Task: What is needed is each line of the data below that holds the string "graph".

Dataset records:
+---+

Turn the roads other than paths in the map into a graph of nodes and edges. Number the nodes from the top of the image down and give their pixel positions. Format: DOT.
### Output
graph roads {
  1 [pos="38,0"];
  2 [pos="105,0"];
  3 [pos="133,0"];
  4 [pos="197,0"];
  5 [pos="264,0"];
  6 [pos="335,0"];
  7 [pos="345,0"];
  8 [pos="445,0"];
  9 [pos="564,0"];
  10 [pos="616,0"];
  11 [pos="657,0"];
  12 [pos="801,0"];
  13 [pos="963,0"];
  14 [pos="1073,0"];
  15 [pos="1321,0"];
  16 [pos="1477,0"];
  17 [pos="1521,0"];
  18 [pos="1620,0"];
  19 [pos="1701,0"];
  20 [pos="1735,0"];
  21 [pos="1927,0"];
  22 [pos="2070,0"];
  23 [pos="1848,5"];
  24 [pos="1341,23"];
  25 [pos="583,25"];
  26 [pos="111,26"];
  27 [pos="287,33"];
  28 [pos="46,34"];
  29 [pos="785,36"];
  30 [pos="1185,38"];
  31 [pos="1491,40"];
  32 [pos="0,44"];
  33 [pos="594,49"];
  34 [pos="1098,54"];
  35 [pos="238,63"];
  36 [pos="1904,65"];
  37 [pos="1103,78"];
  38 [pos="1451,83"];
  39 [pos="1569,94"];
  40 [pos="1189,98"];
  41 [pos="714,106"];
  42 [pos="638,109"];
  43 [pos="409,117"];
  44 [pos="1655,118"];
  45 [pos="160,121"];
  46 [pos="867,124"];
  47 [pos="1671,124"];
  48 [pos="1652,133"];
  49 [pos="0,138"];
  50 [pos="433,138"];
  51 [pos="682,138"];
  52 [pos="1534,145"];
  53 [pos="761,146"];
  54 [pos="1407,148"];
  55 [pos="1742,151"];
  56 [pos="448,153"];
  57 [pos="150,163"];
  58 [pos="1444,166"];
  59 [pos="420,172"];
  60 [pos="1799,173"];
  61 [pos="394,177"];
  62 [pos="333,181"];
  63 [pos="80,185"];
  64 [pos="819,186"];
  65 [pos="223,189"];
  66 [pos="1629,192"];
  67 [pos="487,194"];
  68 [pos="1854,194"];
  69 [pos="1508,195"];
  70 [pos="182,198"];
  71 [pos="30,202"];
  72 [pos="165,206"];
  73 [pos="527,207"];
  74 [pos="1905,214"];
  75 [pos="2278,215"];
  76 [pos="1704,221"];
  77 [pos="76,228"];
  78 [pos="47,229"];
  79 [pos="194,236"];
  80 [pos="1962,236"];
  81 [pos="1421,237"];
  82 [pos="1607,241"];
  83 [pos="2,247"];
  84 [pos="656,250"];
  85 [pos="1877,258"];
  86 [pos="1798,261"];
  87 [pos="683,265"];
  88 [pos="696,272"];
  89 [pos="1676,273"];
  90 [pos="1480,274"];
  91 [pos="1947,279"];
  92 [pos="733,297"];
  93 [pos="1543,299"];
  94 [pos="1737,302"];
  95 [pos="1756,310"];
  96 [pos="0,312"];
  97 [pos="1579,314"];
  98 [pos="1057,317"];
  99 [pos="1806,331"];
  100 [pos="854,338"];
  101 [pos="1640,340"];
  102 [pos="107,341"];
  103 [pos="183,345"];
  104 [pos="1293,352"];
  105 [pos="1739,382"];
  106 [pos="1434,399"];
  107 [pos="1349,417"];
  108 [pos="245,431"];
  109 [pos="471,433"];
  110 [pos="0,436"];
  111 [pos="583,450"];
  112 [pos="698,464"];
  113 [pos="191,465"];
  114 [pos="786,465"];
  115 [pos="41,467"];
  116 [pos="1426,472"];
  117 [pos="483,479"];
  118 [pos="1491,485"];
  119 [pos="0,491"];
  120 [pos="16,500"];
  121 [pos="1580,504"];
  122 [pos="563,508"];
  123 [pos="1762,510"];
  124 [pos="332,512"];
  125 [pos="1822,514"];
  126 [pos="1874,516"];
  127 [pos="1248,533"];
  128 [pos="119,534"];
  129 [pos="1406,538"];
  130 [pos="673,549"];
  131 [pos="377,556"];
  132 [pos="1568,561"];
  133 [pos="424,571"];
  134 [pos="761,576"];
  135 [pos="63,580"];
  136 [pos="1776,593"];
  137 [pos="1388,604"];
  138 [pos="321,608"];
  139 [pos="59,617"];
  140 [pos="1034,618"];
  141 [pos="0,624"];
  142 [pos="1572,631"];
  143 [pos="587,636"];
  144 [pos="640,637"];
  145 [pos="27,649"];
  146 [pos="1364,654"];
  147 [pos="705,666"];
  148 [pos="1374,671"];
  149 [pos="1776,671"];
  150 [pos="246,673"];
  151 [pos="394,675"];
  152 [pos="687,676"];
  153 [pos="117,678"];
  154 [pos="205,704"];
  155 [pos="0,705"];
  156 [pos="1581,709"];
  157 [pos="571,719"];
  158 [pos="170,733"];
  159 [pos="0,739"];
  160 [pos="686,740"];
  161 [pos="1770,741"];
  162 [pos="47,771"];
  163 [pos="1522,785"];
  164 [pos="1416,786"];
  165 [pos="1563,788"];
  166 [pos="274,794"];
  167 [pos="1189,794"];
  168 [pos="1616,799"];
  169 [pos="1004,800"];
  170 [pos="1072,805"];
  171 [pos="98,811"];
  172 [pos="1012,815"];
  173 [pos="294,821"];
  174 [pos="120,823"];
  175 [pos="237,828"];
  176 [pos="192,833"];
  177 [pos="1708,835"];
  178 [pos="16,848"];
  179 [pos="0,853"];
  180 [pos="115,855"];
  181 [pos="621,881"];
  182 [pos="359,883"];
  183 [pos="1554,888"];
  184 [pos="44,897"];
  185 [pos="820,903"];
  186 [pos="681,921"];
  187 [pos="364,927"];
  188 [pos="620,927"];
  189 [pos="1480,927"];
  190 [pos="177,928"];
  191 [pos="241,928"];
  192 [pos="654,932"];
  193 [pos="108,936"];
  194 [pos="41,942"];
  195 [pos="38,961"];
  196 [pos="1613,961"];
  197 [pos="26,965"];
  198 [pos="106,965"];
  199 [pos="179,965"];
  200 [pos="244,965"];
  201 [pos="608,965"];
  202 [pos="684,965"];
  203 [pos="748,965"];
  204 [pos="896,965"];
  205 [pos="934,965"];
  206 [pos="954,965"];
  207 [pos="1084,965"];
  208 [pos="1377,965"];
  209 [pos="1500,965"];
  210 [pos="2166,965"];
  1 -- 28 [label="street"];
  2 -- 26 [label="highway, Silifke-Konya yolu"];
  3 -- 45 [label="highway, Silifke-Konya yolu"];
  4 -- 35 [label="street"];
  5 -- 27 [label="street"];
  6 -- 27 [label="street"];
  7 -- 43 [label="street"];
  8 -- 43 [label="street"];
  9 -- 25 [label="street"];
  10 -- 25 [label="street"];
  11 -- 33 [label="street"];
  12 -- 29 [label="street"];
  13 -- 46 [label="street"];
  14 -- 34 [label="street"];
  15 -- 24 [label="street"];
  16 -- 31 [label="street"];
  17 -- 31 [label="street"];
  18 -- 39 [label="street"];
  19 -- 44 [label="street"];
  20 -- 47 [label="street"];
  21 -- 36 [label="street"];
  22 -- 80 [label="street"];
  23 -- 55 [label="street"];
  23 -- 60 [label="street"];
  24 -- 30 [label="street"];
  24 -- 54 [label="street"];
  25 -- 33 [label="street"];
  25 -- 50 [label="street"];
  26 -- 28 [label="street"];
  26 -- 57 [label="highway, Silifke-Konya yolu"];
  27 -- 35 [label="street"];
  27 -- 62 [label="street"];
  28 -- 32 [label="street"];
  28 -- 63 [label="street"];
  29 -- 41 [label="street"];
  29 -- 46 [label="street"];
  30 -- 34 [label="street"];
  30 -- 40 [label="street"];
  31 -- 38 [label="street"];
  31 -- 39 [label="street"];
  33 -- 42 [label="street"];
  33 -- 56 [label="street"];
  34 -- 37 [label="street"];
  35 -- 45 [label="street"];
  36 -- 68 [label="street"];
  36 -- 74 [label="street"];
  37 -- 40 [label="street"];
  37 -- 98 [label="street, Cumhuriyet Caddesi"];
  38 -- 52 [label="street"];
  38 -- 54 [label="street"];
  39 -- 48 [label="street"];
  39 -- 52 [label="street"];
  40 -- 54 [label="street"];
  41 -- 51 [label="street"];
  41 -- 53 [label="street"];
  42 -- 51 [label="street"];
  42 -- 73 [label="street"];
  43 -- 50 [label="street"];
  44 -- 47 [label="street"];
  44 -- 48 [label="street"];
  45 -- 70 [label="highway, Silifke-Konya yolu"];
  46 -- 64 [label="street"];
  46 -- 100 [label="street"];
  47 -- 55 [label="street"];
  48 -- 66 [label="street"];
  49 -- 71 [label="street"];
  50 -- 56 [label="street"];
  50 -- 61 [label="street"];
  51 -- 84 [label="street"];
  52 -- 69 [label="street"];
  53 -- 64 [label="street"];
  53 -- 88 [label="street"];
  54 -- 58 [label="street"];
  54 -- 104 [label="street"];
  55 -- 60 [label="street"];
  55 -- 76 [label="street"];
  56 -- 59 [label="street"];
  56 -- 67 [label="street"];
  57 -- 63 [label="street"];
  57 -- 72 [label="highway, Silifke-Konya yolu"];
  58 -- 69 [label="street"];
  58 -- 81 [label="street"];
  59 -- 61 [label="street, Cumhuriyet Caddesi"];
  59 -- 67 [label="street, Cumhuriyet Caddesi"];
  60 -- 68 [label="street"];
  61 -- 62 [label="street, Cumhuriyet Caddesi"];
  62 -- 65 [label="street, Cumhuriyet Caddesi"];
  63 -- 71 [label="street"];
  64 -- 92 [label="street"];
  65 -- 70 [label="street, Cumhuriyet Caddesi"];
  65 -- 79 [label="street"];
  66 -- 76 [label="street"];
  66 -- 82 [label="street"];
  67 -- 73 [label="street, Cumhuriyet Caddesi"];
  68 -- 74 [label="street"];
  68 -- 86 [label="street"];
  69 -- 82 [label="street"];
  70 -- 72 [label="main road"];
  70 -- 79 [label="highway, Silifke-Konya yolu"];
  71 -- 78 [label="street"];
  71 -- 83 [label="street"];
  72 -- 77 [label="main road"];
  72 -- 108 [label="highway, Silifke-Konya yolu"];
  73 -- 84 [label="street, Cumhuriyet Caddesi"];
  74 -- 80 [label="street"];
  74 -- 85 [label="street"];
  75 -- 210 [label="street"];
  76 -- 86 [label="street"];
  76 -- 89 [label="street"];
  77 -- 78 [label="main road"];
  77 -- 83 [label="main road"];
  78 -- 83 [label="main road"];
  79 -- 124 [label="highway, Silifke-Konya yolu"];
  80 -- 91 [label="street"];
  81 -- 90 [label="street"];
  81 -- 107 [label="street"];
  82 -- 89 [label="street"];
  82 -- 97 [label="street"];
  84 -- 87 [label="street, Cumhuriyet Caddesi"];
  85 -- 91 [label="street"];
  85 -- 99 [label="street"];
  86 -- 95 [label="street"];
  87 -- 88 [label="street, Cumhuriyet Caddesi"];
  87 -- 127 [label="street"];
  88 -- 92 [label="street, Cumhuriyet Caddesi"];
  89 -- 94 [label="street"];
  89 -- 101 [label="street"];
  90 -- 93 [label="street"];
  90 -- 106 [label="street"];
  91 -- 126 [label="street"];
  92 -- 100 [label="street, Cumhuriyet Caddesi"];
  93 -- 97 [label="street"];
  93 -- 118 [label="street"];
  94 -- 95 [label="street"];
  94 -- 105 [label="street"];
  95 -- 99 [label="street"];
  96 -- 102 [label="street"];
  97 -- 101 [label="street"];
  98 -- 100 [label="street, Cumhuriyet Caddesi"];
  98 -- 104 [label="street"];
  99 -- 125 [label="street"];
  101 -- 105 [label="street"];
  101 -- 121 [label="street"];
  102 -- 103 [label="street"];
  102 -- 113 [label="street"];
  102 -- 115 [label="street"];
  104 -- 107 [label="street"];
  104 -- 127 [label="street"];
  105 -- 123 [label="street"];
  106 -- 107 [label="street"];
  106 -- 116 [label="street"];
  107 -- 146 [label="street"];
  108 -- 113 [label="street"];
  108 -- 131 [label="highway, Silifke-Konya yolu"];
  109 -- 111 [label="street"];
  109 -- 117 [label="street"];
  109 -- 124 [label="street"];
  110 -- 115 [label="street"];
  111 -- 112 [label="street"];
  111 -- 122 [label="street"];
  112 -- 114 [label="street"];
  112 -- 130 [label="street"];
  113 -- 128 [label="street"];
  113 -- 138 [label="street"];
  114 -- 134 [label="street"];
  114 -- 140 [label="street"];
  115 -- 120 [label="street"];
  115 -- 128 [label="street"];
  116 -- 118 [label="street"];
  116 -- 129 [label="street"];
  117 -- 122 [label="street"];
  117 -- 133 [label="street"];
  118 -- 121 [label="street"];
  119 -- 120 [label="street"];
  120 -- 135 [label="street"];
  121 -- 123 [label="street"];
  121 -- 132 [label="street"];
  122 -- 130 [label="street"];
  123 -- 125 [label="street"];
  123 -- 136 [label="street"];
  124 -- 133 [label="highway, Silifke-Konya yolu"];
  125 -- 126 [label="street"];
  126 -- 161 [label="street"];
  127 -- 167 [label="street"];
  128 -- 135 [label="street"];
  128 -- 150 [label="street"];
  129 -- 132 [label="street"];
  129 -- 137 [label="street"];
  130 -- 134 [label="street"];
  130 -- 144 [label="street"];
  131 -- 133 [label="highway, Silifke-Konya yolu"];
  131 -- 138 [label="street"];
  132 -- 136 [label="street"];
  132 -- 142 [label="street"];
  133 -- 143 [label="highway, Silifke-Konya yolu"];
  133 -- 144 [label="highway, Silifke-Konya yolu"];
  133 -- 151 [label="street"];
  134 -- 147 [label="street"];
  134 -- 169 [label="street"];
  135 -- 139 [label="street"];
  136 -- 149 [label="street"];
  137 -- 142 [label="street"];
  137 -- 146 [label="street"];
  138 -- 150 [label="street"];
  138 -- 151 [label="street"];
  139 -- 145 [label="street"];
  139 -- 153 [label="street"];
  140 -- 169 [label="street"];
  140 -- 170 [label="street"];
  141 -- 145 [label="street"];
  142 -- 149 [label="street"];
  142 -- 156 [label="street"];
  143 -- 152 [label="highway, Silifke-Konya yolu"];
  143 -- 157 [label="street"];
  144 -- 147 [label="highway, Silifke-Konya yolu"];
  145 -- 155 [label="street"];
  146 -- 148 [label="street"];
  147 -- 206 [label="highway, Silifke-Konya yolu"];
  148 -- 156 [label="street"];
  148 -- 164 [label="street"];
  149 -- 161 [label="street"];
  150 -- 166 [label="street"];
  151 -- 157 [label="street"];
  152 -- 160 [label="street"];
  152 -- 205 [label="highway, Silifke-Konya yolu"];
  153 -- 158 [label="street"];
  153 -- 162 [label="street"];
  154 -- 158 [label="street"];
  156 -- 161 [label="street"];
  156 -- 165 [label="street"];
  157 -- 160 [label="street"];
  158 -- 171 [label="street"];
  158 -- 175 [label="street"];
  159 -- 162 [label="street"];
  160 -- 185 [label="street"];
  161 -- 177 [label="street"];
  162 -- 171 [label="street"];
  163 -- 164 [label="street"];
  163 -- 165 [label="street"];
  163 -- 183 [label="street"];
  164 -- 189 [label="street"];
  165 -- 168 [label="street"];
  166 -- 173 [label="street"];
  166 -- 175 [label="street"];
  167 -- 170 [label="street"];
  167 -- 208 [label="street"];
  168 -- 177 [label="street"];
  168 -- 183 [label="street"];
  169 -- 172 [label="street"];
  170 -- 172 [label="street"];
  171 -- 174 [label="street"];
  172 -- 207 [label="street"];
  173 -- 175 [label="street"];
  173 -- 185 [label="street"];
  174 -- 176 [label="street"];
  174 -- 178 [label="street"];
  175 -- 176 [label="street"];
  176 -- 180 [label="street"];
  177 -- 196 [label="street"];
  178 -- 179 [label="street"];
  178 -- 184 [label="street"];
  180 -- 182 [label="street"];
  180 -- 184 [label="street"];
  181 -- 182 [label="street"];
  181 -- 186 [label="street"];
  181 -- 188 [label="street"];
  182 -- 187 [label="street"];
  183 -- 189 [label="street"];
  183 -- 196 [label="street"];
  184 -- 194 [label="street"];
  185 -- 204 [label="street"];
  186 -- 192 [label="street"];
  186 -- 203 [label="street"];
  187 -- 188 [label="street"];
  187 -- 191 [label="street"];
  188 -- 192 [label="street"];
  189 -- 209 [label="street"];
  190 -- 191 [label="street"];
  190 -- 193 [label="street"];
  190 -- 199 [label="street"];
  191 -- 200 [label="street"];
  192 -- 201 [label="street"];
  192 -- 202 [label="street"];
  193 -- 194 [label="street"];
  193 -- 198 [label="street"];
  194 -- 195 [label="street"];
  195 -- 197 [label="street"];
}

+---+

Written response:
Turn the roads other than paths in the map into a graph of nodes and edges. Number the nodes from the top of the image down and give their pixel positions. Format: DOT.
graph roads {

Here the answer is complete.